What to work on: When you reach the line containing "realised by BSE.</text>" in the entries below, repeat it and each line after it exactly until the entries end.
===== Records =====
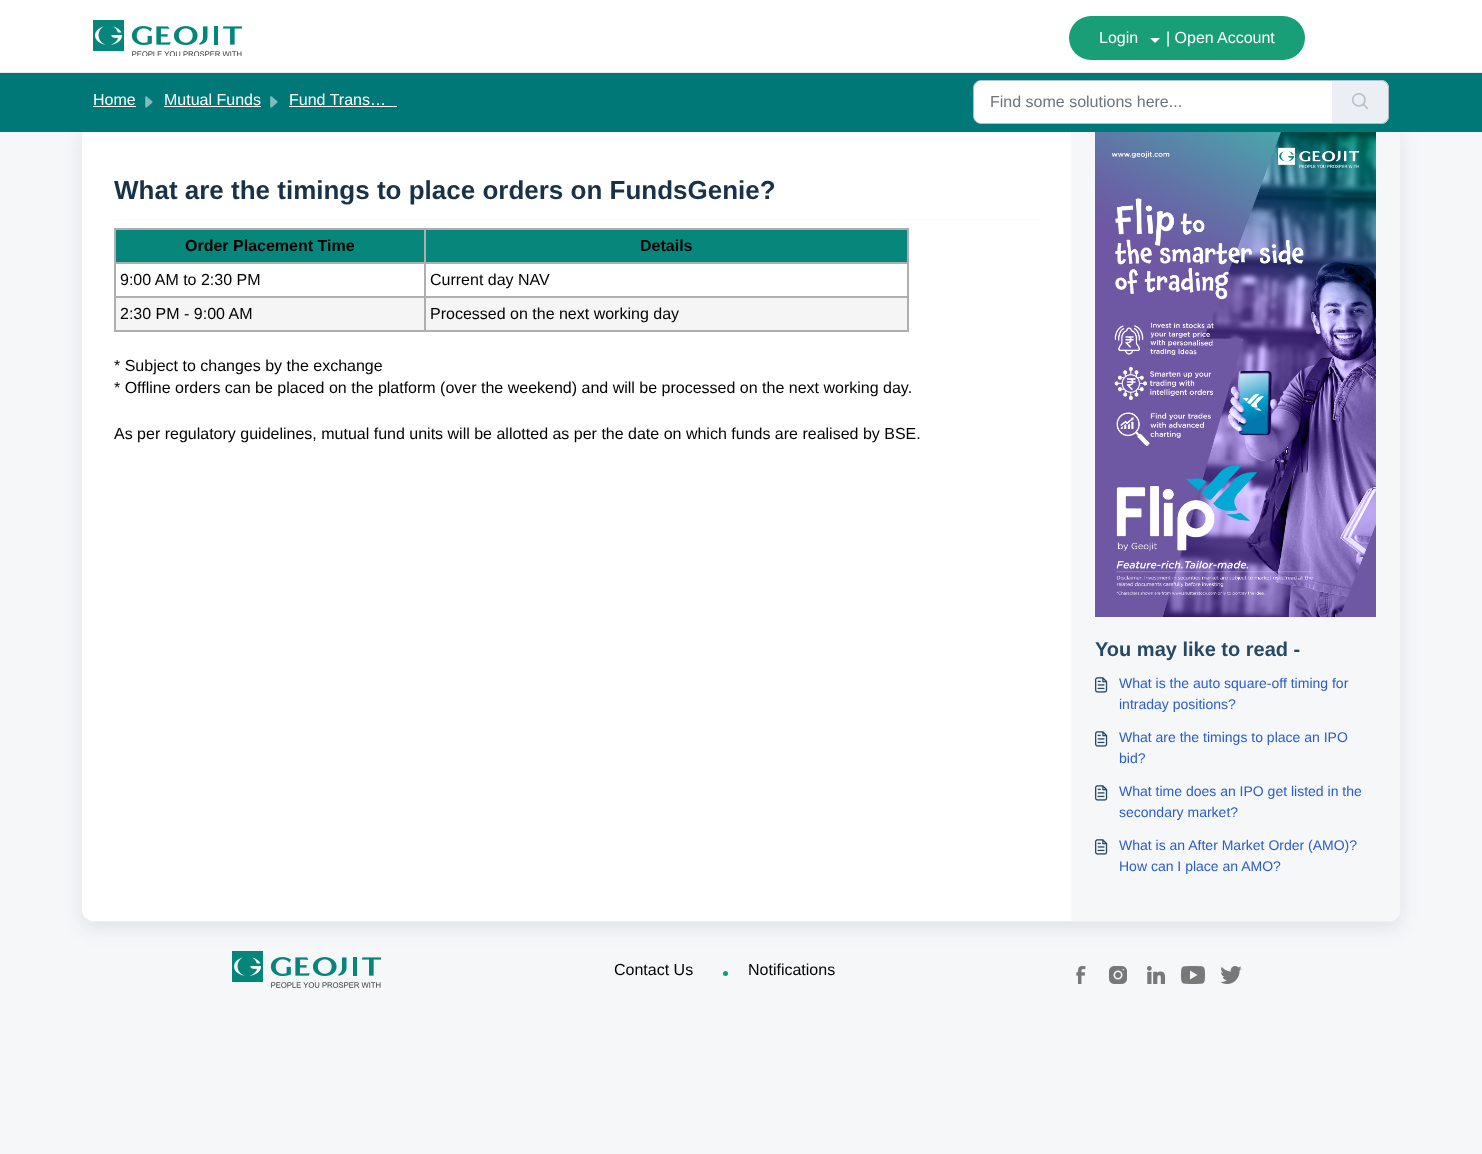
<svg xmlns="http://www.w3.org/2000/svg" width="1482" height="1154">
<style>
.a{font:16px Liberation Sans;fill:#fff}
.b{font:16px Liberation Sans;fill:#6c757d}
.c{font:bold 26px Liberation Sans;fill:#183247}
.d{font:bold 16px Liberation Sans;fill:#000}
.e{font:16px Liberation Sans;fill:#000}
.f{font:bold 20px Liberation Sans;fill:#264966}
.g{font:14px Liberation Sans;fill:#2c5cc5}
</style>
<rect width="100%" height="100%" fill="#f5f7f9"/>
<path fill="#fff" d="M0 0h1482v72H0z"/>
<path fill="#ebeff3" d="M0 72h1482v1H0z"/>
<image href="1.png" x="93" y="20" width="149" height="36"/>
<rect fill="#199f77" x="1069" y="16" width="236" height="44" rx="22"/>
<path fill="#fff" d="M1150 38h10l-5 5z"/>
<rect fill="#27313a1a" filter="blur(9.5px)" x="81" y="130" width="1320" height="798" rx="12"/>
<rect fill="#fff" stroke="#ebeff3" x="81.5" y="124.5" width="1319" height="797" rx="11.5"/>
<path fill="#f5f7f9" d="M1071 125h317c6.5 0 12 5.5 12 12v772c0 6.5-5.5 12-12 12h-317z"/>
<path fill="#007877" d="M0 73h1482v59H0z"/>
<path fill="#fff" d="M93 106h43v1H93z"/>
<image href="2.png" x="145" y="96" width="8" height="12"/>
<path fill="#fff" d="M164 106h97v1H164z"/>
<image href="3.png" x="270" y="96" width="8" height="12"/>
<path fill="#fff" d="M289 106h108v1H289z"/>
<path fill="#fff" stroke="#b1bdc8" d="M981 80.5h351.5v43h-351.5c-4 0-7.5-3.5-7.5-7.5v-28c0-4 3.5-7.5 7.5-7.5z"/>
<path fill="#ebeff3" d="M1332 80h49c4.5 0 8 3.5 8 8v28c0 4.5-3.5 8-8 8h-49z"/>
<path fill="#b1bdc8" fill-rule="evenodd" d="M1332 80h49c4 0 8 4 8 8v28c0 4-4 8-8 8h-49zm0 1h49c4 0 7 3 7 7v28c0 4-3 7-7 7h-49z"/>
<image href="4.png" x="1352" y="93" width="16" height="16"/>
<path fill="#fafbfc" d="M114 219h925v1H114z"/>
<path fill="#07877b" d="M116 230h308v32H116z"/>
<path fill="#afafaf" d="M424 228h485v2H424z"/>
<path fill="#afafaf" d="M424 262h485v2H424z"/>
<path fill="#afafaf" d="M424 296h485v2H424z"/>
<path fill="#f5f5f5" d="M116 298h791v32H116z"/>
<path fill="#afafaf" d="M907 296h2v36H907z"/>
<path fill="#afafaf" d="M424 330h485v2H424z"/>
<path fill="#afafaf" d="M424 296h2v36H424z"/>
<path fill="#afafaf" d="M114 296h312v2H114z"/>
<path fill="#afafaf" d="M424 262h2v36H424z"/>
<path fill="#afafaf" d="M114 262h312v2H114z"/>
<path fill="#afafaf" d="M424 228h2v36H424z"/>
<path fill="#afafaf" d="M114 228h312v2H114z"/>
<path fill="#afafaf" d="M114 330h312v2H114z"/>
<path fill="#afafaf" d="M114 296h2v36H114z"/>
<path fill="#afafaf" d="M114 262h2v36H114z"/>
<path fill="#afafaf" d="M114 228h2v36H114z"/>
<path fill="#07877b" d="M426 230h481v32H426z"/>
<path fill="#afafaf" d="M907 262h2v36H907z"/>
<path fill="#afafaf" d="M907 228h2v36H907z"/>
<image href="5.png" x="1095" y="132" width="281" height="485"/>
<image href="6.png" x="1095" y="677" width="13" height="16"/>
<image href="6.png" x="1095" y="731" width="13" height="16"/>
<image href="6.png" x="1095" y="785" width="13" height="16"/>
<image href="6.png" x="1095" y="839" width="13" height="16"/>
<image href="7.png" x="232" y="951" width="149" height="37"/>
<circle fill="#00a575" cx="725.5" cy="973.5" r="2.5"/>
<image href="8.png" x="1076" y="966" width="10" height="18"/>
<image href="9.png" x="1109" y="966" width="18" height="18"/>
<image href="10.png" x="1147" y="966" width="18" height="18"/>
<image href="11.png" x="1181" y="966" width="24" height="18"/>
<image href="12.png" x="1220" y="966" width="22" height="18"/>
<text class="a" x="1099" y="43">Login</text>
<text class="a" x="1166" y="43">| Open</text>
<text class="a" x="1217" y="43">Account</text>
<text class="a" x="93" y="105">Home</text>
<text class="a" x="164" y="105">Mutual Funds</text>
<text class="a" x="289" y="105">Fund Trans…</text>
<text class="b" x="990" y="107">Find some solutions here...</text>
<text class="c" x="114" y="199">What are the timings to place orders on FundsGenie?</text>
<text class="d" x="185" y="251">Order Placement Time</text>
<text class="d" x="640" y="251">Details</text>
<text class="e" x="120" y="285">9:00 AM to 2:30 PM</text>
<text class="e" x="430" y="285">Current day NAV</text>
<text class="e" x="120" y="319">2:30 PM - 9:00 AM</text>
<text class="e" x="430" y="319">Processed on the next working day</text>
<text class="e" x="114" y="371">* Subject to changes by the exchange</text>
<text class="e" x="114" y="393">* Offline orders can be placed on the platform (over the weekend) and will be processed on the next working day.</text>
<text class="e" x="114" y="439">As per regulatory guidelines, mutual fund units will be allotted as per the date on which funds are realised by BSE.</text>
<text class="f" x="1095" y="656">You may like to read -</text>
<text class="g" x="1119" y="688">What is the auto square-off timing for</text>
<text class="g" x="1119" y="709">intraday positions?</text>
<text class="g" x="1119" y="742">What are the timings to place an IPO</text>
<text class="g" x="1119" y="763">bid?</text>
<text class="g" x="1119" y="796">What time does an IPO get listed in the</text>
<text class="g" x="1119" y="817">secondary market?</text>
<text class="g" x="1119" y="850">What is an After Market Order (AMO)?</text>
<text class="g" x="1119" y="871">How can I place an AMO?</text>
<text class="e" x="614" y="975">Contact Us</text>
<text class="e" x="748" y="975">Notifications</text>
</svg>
=====
Reply:
<text class="e" x="114" y="439">As per regulatory guidelines, mutual fund units will be allotted as per the date on which funds are realised by BSE.</text>
<text class="f" x="1095" y="656">You may like to read -</text>
<text class="g" x="1119" y="688">What is the auto square-off timing for</text>
<text class="g" x="1119" y="709">intraday positions?</text>
<text class="g" x="1119" y="742">What are the timings to place an IPO</text>
<text class="g" x="1119" y="763">bid?</text>
<text class="g" x="1119" y="796">What time does an IPO get listed in the</text>
<text class="g" x="1119" y="817">secondary market?</text>
<text class="g" x="1119" y="850">What is an After Market Order (AMO)?</text>
<text class="g" x="1119" y="871">How can I place an AMO?</text>
<text class="e" x="614" y="975">Contact Us</text>
<text class="e" x="748" y="975">Notifications</text>
</svg>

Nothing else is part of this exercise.